**Task prompt:** Only lines holding the word "edges" are needed; copy each of them from the material.

**Material to process:**
○ ○ ○ ○ ○ ○ ○
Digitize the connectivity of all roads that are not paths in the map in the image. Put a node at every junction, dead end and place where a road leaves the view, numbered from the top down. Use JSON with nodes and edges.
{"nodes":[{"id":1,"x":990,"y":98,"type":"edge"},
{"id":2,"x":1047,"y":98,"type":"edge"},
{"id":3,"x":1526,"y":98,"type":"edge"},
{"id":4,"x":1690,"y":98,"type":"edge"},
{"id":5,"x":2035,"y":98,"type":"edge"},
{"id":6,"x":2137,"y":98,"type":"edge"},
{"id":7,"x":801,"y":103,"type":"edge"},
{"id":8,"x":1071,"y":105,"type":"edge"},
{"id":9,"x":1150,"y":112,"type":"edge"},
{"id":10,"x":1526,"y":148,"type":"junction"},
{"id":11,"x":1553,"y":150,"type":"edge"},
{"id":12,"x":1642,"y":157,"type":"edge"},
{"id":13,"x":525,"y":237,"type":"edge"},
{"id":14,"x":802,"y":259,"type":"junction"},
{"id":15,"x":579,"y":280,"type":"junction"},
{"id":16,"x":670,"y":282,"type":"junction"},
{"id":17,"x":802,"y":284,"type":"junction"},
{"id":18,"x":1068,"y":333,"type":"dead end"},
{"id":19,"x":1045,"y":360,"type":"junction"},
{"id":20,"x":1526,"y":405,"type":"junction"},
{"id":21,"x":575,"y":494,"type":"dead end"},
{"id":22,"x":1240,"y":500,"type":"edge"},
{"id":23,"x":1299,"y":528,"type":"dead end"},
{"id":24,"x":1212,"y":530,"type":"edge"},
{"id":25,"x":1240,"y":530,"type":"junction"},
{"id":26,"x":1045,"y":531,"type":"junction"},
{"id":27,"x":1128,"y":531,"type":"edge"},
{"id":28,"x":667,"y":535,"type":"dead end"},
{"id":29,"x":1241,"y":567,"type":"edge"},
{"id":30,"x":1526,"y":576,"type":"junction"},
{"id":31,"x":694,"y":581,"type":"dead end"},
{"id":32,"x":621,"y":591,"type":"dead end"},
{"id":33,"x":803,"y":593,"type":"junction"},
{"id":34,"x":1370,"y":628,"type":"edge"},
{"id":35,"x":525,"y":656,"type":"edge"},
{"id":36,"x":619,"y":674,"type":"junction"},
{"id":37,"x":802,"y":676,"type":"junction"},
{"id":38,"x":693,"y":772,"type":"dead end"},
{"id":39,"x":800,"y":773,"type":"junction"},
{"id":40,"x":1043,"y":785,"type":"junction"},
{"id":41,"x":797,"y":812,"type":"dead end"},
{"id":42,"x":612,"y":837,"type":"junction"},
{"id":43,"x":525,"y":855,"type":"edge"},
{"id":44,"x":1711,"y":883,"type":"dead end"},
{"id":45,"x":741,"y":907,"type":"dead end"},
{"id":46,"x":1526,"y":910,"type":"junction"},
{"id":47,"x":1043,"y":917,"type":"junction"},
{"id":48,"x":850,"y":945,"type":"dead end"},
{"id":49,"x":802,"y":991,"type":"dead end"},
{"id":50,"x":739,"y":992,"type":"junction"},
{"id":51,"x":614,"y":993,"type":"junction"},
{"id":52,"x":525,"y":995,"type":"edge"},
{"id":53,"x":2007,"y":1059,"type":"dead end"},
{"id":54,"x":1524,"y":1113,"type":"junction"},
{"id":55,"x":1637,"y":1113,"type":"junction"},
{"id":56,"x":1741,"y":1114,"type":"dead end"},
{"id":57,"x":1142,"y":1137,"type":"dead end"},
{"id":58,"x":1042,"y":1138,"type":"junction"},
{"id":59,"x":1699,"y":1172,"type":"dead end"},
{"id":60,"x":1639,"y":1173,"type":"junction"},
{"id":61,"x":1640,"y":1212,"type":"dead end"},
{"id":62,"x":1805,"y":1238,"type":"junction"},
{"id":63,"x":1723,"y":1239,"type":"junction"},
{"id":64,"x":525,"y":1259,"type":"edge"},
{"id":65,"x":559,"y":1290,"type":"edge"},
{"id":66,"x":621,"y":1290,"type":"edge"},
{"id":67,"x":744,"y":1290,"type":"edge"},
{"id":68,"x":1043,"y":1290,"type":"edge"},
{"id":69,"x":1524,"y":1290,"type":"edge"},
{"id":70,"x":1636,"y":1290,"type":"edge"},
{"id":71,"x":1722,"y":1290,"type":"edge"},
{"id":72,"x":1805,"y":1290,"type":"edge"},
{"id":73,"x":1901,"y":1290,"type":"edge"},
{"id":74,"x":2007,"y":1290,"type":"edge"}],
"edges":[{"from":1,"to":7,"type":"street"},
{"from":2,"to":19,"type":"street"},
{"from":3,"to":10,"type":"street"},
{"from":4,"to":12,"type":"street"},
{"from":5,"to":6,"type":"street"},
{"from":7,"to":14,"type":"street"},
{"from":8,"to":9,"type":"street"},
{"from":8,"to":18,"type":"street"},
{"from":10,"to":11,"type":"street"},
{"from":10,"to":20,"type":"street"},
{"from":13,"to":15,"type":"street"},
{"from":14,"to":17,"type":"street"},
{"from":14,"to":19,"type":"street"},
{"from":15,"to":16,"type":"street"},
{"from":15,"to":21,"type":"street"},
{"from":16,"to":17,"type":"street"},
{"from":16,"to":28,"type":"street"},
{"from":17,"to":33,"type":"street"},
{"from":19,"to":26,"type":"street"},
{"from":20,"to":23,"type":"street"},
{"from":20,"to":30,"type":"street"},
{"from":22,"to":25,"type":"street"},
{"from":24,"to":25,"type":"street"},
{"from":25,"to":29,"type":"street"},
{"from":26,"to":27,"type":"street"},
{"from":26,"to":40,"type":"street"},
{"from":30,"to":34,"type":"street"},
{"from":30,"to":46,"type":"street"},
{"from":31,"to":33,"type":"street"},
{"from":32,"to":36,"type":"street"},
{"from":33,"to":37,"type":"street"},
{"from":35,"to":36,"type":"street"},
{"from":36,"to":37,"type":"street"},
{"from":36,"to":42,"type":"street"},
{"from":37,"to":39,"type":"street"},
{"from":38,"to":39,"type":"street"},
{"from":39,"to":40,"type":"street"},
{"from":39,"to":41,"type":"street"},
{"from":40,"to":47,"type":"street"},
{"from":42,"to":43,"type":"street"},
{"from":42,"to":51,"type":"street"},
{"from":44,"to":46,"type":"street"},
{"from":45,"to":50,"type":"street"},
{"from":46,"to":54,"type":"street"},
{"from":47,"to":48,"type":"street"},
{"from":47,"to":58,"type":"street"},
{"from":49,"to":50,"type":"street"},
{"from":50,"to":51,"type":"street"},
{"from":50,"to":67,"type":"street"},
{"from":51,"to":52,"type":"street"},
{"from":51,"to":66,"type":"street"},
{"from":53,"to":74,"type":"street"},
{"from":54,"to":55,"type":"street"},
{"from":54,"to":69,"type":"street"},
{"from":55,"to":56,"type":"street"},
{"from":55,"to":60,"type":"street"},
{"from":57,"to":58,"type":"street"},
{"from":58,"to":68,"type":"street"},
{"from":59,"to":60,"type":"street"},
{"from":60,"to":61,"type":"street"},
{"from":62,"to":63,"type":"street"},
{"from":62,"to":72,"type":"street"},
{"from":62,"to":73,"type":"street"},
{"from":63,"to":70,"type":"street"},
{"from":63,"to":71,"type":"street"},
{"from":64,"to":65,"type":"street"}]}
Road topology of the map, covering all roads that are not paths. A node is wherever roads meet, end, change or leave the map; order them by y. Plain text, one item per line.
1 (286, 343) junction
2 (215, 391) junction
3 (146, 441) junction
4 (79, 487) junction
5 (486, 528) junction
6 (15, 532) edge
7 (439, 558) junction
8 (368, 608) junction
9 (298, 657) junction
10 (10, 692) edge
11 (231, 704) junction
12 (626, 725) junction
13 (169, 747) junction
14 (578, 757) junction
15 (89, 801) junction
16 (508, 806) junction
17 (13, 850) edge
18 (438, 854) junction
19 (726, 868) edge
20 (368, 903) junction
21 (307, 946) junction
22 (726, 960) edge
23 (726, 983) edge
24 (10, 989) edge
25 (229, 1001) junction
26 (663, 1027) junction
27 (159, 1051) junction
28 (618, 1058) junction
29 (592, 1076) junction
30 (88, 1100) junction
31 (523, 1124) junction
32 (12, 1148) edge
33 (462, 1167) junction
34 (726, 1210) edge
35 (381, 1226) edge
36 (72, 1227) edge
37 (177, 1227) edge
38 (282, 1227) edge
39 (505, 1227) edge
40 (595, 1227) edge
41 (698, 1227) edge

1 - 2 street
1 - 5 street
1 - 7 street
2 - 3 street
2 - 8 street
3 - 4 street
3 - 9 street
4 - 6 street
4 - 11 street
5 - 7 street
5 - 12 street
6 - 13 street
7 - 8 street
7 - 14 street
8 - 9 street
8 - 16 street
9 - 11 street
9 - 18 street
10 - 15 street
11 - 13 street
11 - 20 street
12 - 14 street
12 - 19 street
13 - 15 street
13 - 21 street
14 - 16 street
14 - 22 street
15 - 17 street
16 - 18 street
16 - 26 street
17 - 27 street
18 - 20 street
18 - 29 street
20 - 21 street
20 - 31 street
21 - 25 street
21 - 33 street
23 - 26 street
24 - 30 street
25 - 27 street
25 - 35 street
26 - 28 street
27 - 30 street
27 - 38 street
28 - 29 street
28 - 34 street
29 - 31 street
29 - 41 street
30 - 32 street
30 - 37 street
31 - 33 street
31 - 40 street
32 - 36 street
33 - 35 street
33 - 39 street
○ ○ ○ ○ ○ ○ ○
**Task result:**
Digitize the connectivity of all roads that are not paths in the map in the image. Put a node at every junction, dead end and place where a road leaves the view, numbered from the top down. Use JSON with nodes and edges.
"edges":[{"from":1,"to":7,"type":"street"},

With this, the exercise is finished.